*** Data for this task Section Begins ***
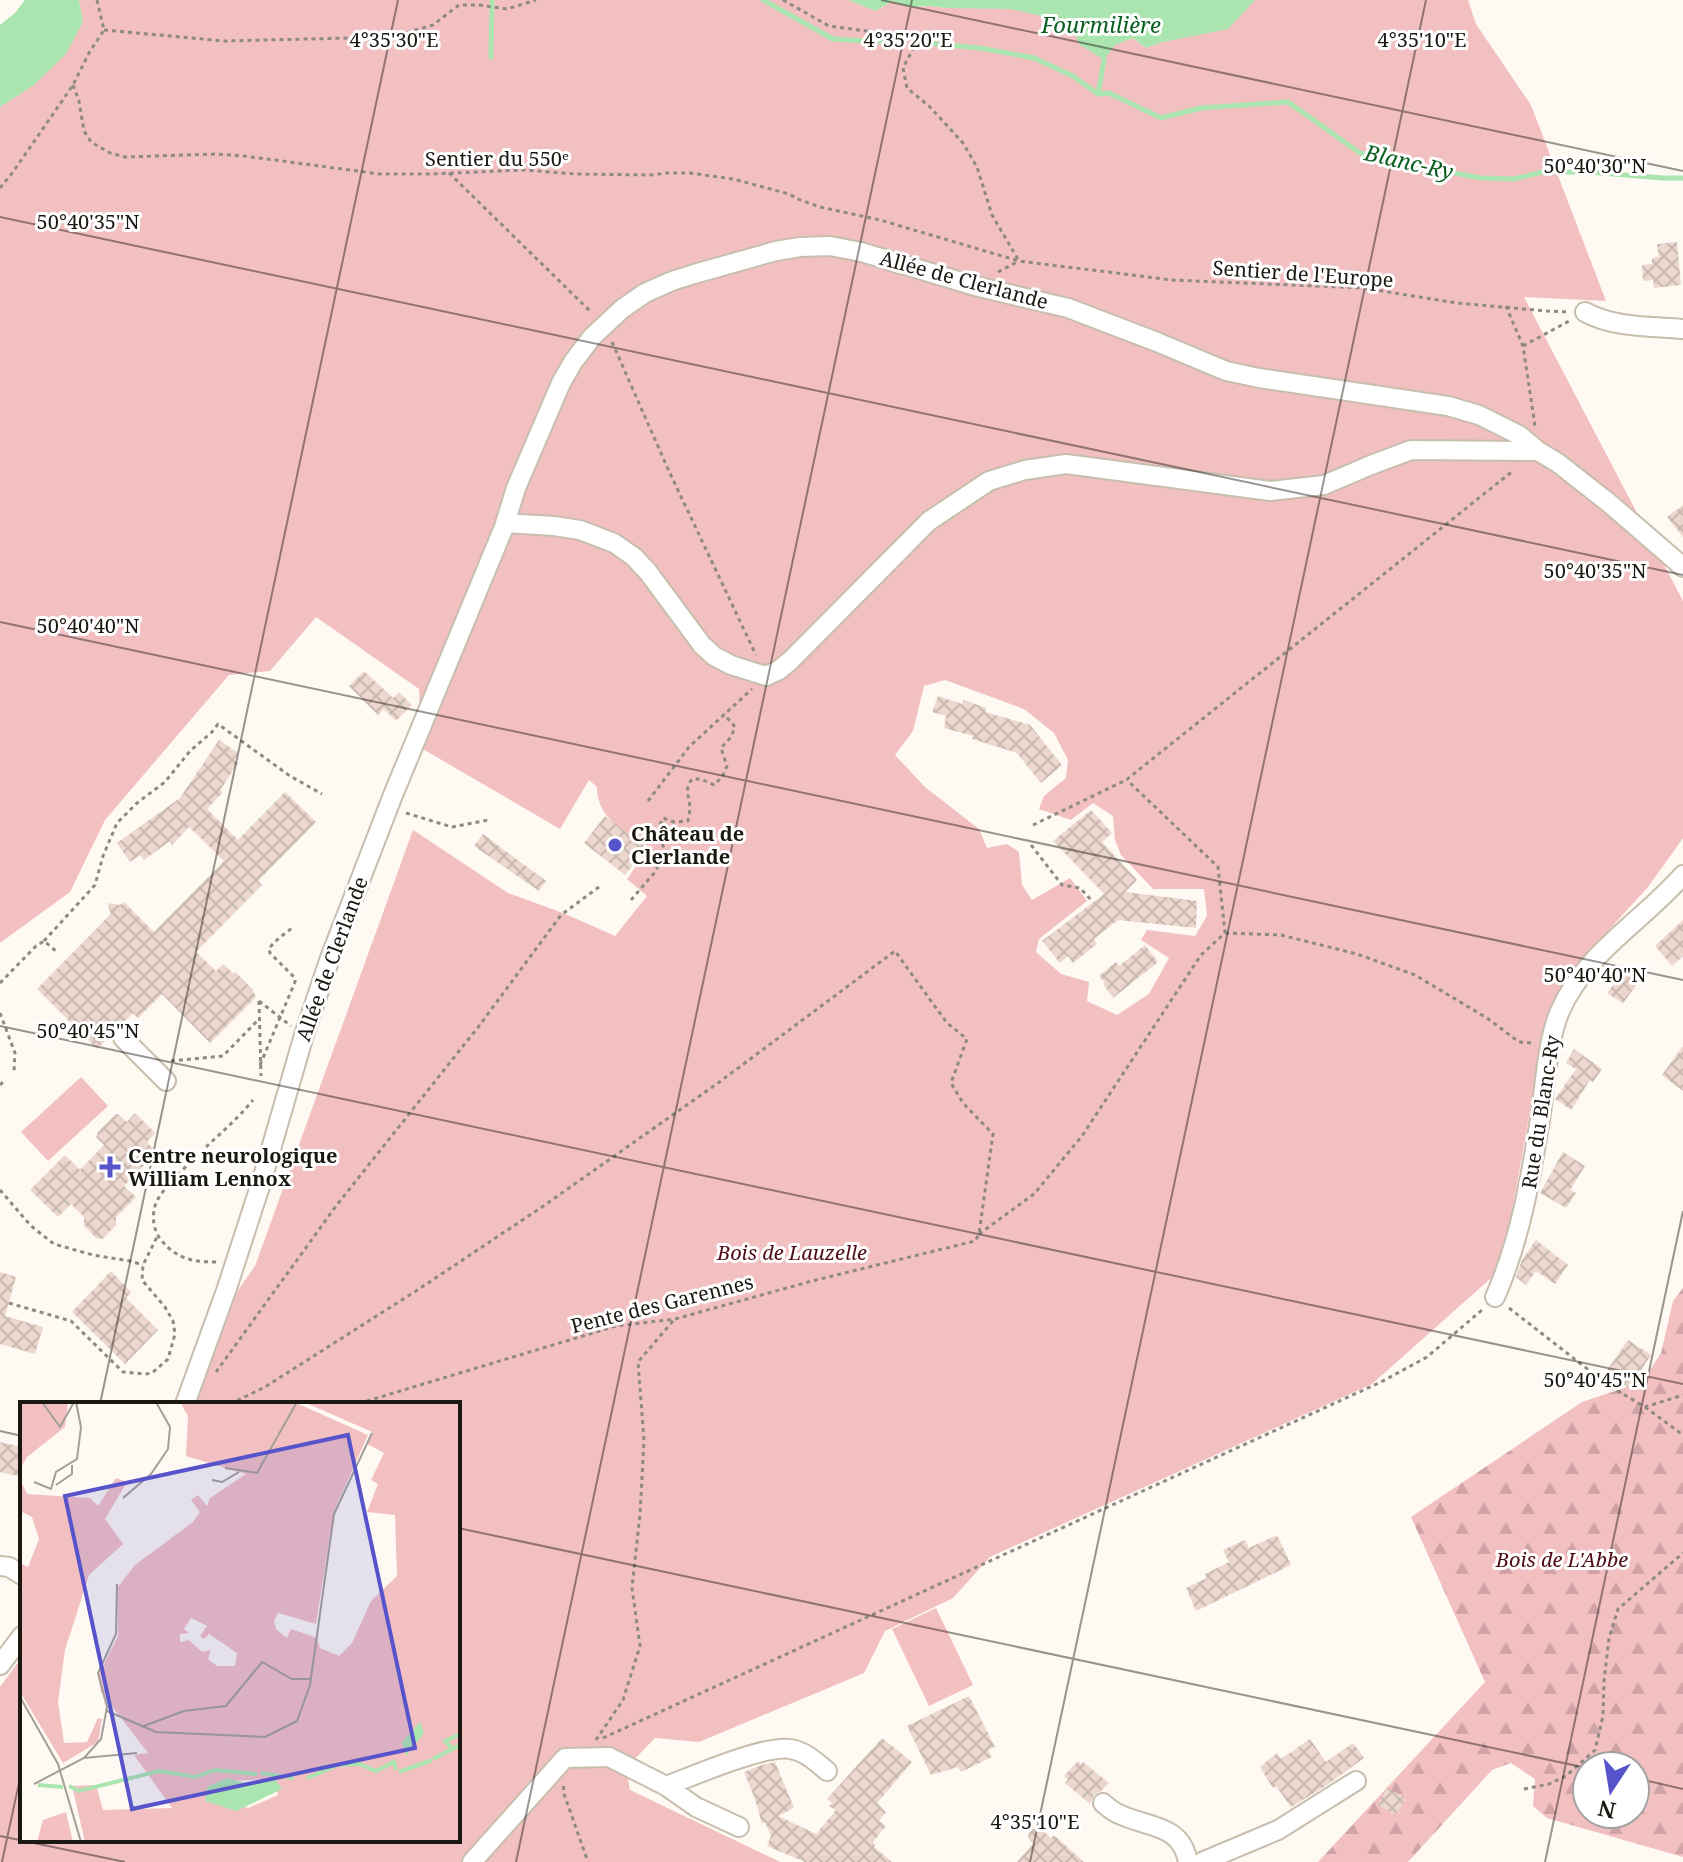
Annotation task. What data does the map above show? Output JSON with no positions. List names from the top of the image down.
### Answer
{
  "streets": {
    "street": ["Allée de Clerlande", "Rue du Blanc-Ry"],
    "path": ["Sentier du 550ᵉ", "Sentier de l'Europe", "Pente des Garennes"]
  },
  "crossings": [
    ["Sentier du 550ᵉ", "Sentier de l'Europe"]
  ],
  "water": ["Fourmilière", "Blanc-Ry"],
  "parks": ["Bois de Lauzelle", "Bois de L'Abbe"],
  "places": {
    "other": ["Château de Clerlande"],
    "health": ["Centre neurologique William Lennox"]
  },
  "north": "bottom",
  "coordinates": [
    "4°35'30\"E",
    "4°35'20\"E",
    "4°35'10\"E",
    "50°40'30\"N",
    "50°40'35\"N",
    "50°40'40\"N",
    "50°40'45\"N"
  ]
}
*** Data for this task Section Ends ***
* **Exercise**: Send back the data above verbatim, leaving out its pictures.

* **Output below**:
Annotation task. What data does the map above show? Output JSON with no positions. List names from the top of the image down.
### Answer
{
  "streets": {
    "street": ["Allée de Clerlande", "Rue du Blanc-Ry"],
    "path": ["Sentier du 550ᵉ", "Sentier de l'Europe", "Pente des Garennes"]
  },
  "crossings": [
    ["Sentier du 550ᵉ", "Sentier de l'Europe"]
  ],
  "water": ["Fourmilière", "Blanc-Ry"],
  "parks": ["Bois de Lauzelle", "Bois de L'Abbe"],
  "places": {
    "other": ["Château de Clerlande"],
    "health": ["Centre neurologique William Lennox"]
  },
  "north": "bottom",
  "coordinates": [
    "4°35'30\"E",
    "4°35'20\"E",
    "4°35'10\"E",
    "50°40'30\"N",
    "50°40'35\"N",
    "50°40'40\"N",
    "50°40'45\"N"
  ]
}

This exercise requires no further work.